ACACACA frequency= ACACACA count *2/intron length
Then we modelled ∆PIR (continuous) as a linear function of GC frequency, intron length (width) and frequency of ACACACA motif (1 mismatch) near the 3’SS. We selected the best model based on AIC using the step function in R/Bioconductor. The best model was as follows:
∆PIR~ GC frequency + width(Kb)* ACACACA frequency
O. Gene ontology analysis
Gene ontology (GO) analysis was performed using DAVID bioinformatics resources (https://david-d.ncifcrf.gov). The background gene set for GO analysis were selected as follows;
gene expression; 5923 genes which were expressed in both controls and 24 hours post-TBI samples were used as background,
exon-usage; 9056 genes containing well represented exons (counts/exon ≥ 2) was used as background,
RI, Drosophila, dm3; 4209 genes containing RI events detected both in males and females were used as controls
PIR 7 days post-SCI, mm10; 6378 genes which were used for differential PIR test were used as background.

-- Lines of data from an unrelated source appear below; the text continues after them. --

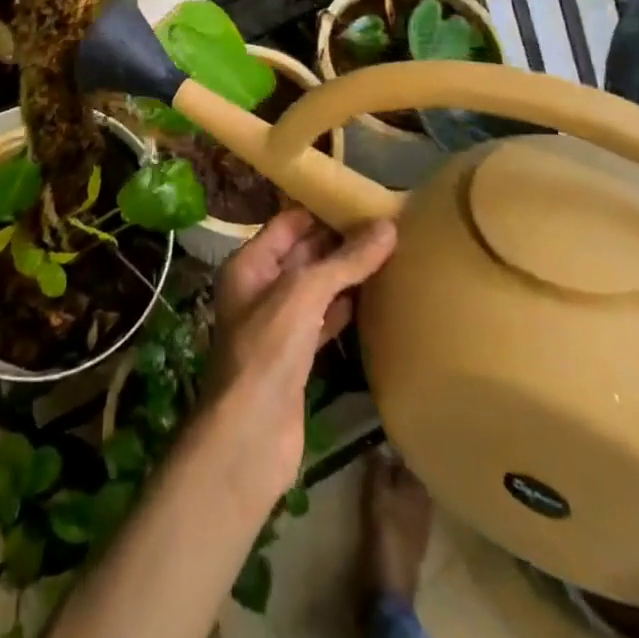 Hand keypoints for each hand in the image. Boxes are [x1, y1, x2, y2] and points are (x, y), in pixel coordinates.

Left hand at [205, 208, 397, 499]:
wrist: (250, 437)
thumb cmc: (267, 352)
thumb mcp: (303, 295)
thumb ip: (344, 262)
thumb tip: (387, 227)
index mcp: (250, 264)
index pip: (288, 223)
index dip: (321, 210)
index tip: (362, 200)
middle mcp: (261, 288)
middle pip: (303, 254)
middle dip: (339, 241)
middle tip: (386, 227)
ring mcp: (278, 324)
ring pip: (315, 288)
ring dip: (345, 274)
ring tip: (389, 255)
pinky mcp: (296, 357)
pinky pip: (323, 320)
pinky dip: (345, 308)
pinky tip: (375, 300) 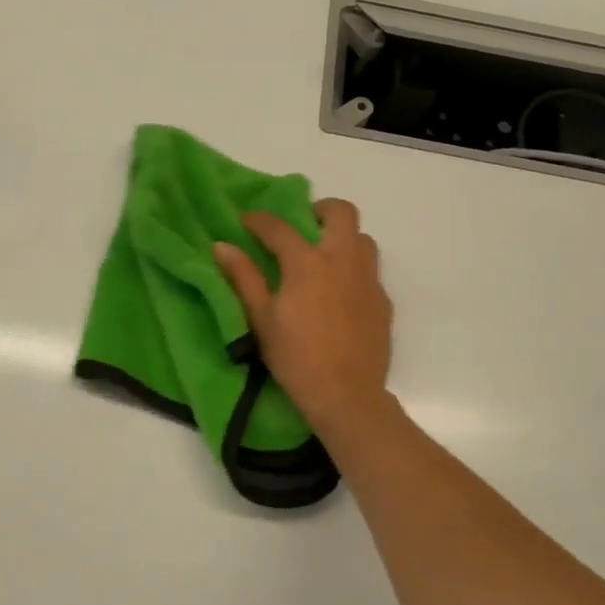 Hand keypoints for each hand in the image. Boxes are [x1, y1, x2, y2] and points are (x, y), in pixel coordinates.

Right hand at [213, 198, 393, 433]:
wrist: (346, 395)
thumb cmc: (296, 357)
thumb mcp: (261, 319)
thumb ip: (243, 277)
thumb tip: (221, 246)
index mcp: (308, 263)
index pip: (280, 227)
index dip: (259, 220)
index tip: (246, 221)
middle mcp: (343, 260)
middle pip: (340, 212)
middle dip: (319, 210)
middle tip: (301, 227)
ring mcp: (368, 279)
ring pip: (362, 238)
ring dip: (342, 238)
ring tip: (322, 259)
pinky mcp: (383, 301)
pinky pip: (370, 270)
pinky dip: (353, 269)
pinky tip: (338, 294) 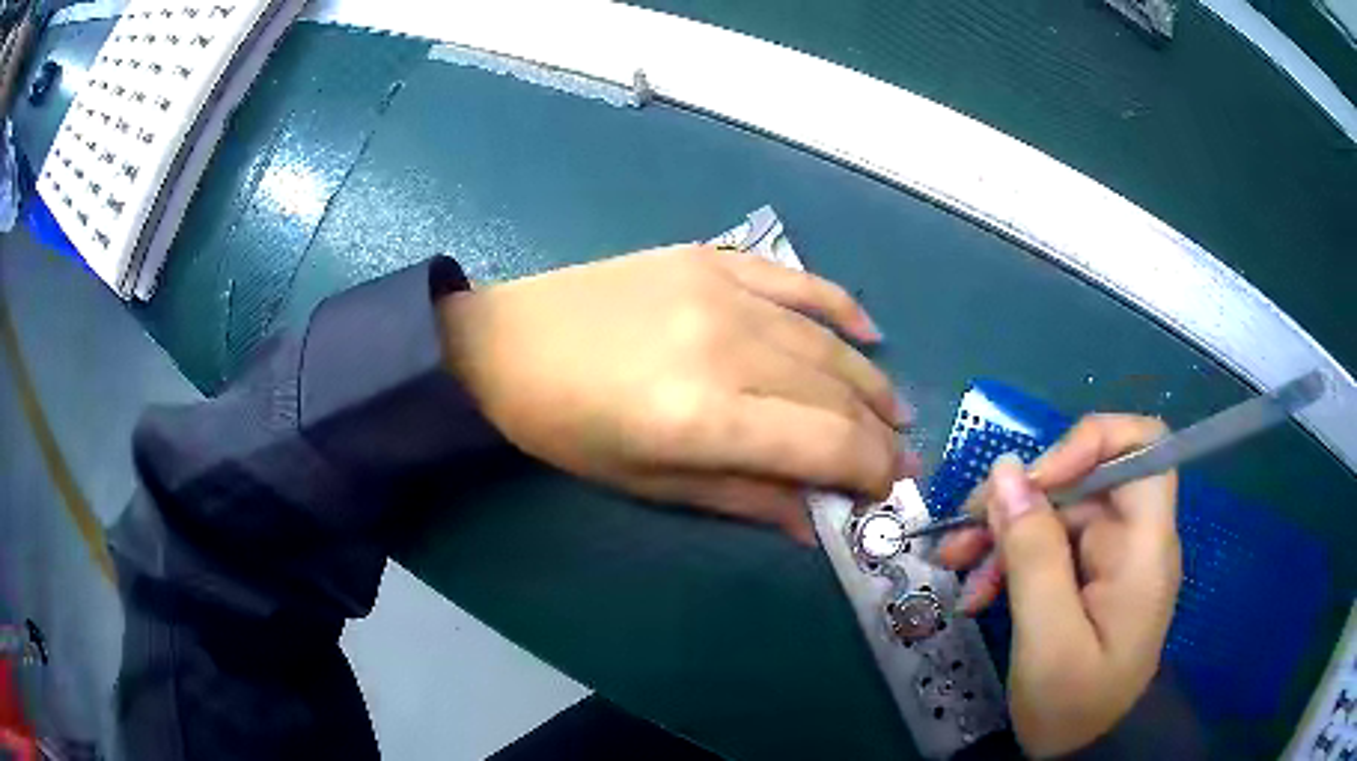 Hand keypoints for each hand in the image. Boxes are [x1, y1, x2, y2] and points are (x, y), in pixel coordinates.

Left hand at [438, 244, 917, 543]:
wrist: (504, 344)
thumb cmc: (565, 429)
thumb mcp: (647, 484)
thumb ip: (742, 499)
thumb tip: (814, 523)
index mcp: (704, 416)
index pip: (827, 443)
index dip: (870, 469)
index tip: (885, 488)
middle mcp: (727, 346)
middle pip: (836, 392)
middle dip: (878, 433)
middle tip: (898, 457)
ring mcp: (722, 291)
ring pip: (826, 341)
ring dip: (870, 381)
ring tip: (894, 410)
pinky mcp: (710, 258)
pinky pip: (797, 280)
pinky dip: (841, 306)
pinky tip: (870, 333)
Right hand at [937, 415, 1181, 756]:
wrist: (1083, 749)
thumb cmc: (1075, 705)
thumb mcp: (1048, 639)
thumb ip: (1032, 554)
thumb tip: (1004, 470)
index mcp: (1144, 545)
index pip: (1143, 444)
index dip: (1090, 440)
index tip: (1036, 478)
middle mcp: (1132, 537)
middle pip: (1084, 477)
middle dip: (1022, 496)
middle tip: (963, 529)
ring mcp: (1109, 556)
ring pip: (1057, 509)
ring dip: (1005, 528)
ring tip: (955, 561)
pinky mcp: (1087, 575)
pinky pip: (1047, 544)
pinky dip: (1009, 558)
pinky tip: (977, 589) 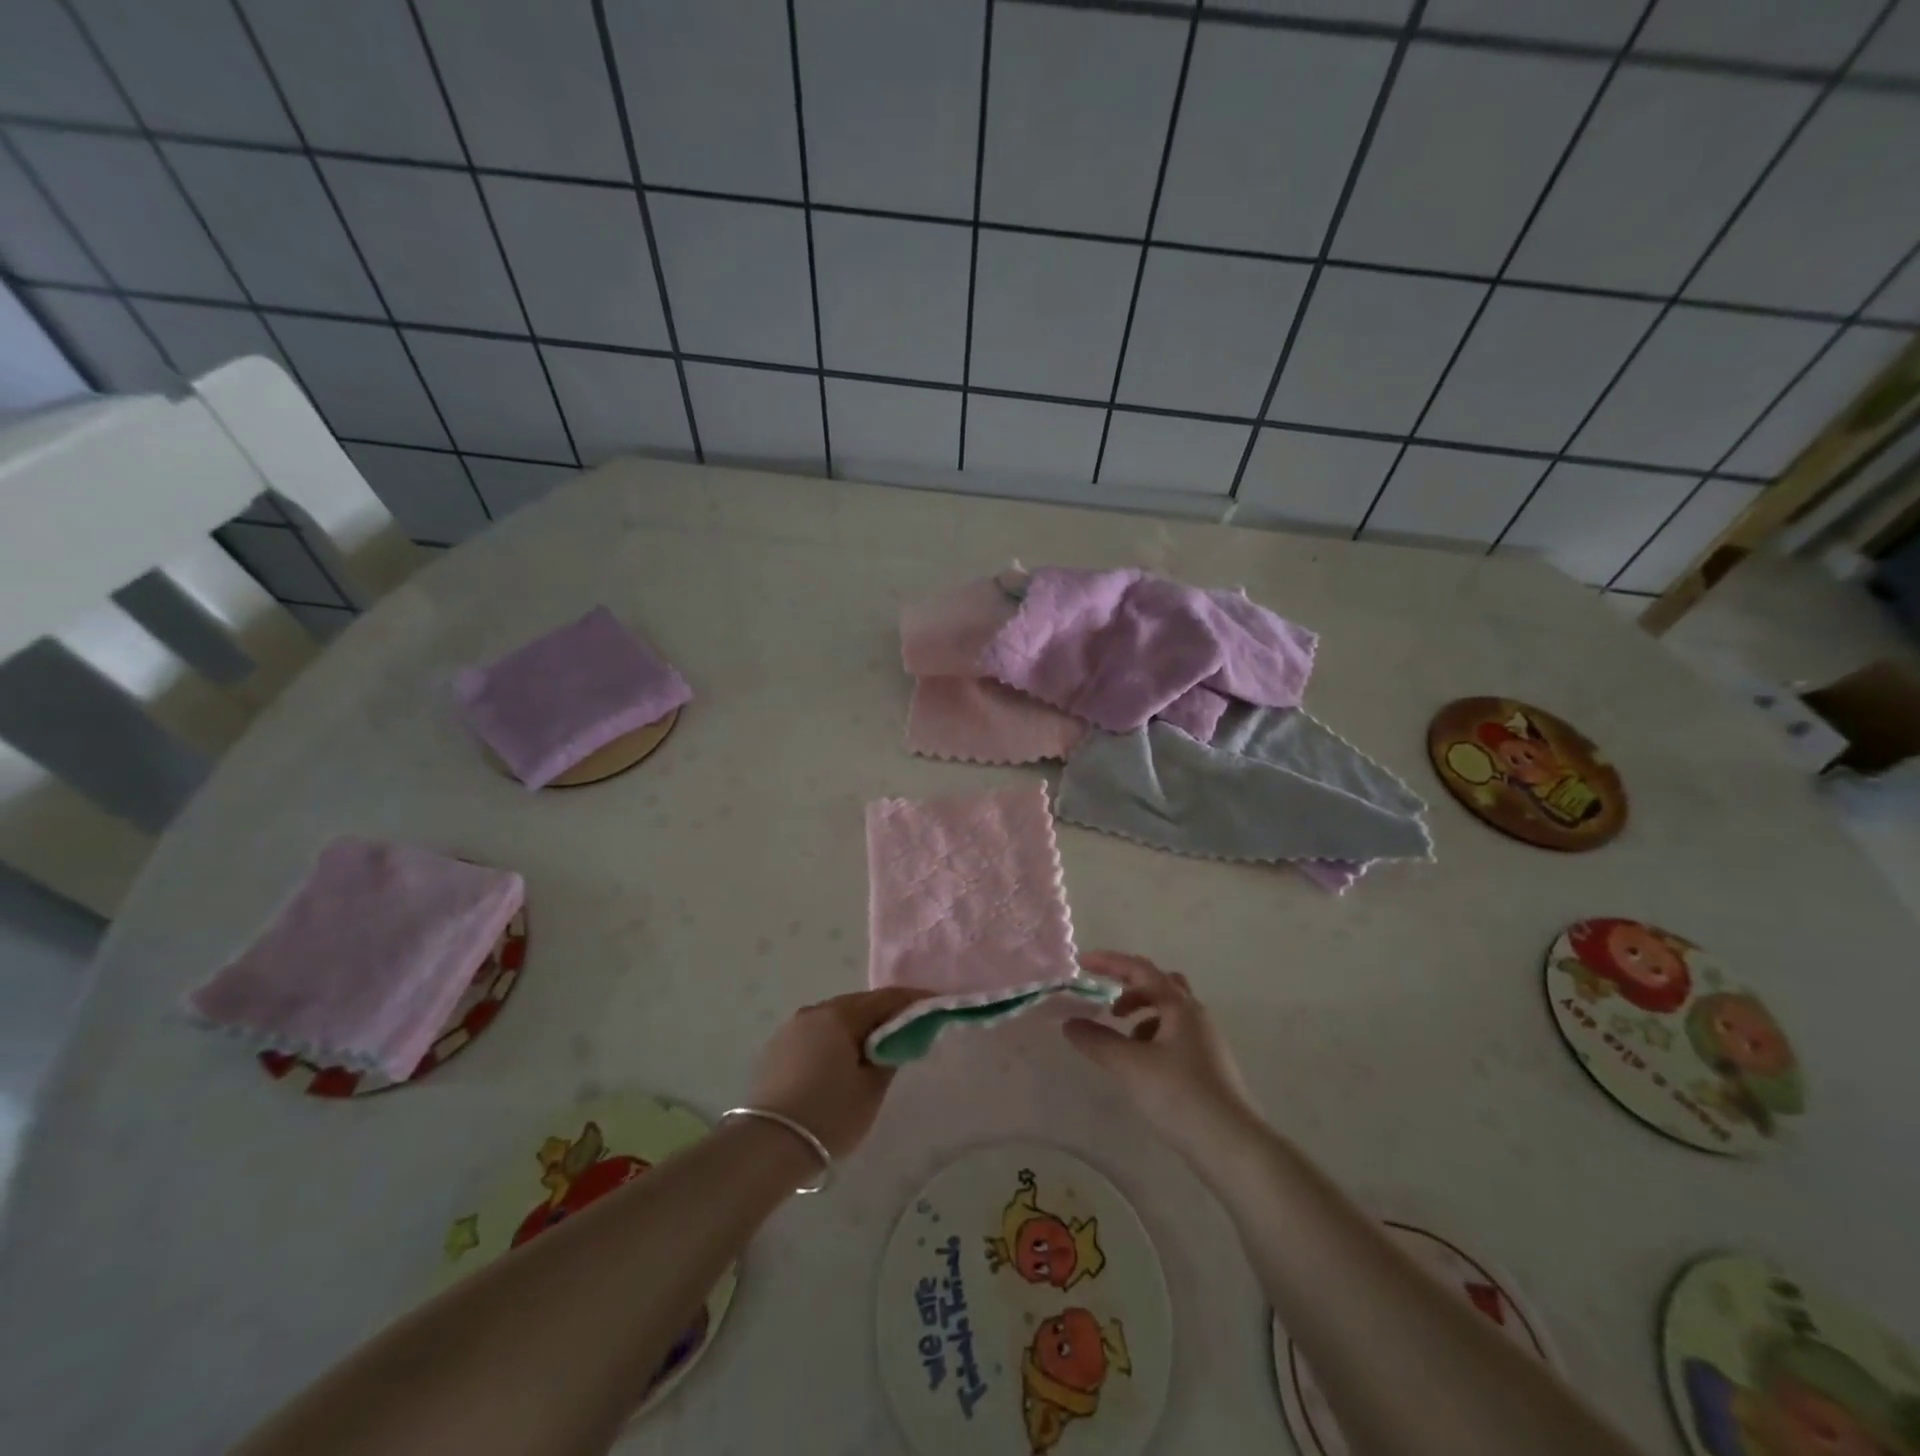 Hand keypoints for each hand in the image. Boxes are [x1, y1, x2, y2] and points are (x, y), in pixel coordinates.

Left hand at [747, 987, 929, 1160]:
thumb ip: (890, 1055)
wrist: (766, 1148)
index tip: (936, 1004)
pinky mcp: (777, 1049)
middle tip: (910, 1029)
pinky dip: (836, 1041)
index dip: (914, 1000)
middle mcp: (814, 1011)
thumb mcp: (871, 1089)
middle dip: (885, 1015)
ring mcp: (791, 1029)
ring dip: (858, 1028)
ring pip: (836, 1019)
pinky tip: (844, 1061)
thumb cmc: (828, 1115)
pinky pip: (817, 1035)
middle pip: (859, 1005)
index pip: (886, 998)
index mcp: (839, 1014)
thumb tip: (895, 1039)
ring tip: (879, 1048)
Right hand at [1064, 951, 1258, 1152]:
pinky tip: (1142, 1065)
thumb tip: (1070, 1022)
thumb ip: (1096, 1041)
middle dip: (1129, 987)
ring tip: (1120, 1038)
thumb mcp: (1130, 1066)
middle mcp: (1196, 1015)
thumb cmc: (1180, 1096)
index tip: (1081, 963)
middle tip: (1105, 1002)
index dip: (1109, 962)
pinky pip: (1175, 1035)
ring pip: (1169, 1011)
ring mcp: (1206, 1041)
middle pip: (1160, 984)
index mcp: (1180, 1006)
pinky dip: (1153, 1037)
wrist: (1232, 1146)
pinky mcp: (1208, 1066)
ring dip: (1141, 1014)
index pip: (1140, 969)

If no, GO categories were found to be enriched than the all ENSEMBL genes (dm3 or mm10) were used as background. The Fold enrichment (over background) was plotted against the -log10(FDR) for visualization of significant GO categories in ggplot2. The GO categories with FDR ≤ 0.1 was labelled in red.
P. Data repository
All sequencing data has been submitted to Gene Expression Omnibus (GSE…….)
Acknowledgements
The research is funded to D.M.R. by NIH grants R01 ES012933 and P30 ES020957.